‘Hijab Day is like FGM or Breast-Ironing Day: a celebration of misogyny and sexism.’ – Maryam Namazie
‘Human beings are worthy of respect but not all beliefs must be respected.’ – Maryam Namazie, 1998
‘The chador and burqa are like a mobile prison and body bag… Why should women’s bodies, rights and lives be restricted because religion, a husband or the regressive imam down the street demand it?’ – Maryam Namazie, 2007
‘Take away all the pressure, intimidation and threats and you will see how many remain veiled.’ – Maryam Namazie, 2007
‘Are we really expected to respect a belief that women are sub-human or girls should be veiled? And does anyone in their right mind think that such beliefs are equal or equally valid to progressive ideals fought for by generations?’ – Maryam Namazie, 2006
‘A woman’s right to choose must be preceded by legal and social sexual equality. If you consider the veil on a social scale, it represents neither a right nor a choice and it is a lie to say otherwise.’ – Maryam Namazie, 2007
‘The veil is not a piece of clothing. Just as the straitjacket or body bag are not pieces of clothing.

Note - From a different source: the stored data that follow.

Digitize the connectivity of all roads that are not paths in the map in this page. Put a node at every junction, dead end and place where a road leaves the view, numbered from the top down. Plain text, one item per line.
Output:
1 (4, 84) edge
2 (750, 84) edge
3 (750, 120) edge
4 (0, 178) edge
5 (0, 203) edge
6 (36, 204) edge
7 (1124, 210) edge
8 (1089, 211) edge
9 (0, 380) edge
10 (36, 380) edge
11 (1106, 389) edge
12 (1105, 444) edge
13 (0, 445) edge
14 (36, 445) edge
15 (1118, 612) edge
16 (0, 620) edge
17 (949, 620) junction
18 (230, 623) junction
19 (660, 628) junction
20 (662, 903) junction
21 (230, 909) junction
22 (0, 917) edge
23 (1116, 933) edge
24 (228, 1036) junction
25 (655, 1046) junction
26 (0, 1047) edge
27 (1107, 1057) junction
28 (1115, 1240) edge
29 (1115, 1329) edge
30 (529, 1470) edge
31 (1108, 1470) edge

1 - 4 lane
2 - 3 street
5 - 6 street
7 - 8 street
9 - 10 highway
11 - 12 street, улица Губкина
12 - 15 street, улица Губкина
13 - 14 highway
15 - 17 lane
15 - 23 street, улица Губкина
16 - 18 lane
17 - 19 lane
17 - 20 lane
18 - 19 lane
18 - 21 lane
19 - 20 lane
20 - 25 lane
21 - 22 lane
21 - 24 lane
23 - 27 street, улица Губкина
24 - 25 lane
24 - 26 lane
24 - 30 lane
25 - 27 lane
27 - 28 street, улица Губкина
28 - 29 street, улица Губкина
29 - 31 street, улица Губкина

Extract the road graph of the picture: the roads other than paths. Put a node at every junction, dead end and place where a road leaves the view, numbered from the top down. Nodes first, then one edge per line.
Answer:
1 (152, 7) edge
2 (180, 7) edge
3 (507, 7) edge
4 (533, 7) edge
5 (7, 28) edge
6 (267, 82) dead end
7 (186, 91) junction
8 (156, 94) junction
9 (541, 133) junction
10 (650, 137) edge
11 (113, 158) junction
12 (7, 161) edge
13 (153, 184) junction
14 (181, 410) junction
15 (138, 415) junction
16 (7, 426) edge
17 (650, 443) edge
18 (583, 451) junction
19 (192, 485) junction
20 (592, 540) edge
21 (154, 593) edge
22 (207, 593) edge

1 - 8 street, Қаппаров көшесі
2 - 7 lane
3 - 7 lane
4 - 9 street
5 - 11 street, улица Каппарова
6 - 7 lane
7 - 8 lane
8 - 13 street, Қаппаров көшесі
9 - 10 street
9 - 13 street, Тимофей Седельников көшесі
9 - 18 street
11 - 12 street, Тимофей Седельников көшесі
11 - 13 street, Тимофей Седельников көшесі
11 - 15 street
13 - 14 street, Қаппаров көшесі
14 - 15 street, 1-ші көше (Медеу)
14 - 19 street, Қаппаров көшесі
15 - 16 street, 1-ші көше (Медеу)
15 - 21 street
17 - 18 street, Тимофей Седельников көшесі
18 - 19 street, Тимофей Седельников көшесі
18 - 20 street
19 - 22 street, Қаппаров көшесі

Just as the chastity belt was not a piece of clothing. Just as the Star of David pinned on Jews during the holocaust was not just a bit of cloth.’ – Maryam Namazie, 2007
‘Yes, I am intolerant, as we all should be. Intolerant of misogyny.’ – Maryam Namazie, 2007
‘The veil is a symbol like no other of what it means to be female under Islam: hidden from view, restricted and suppressed. Consigned to walking around with a mobile prison of one’s own.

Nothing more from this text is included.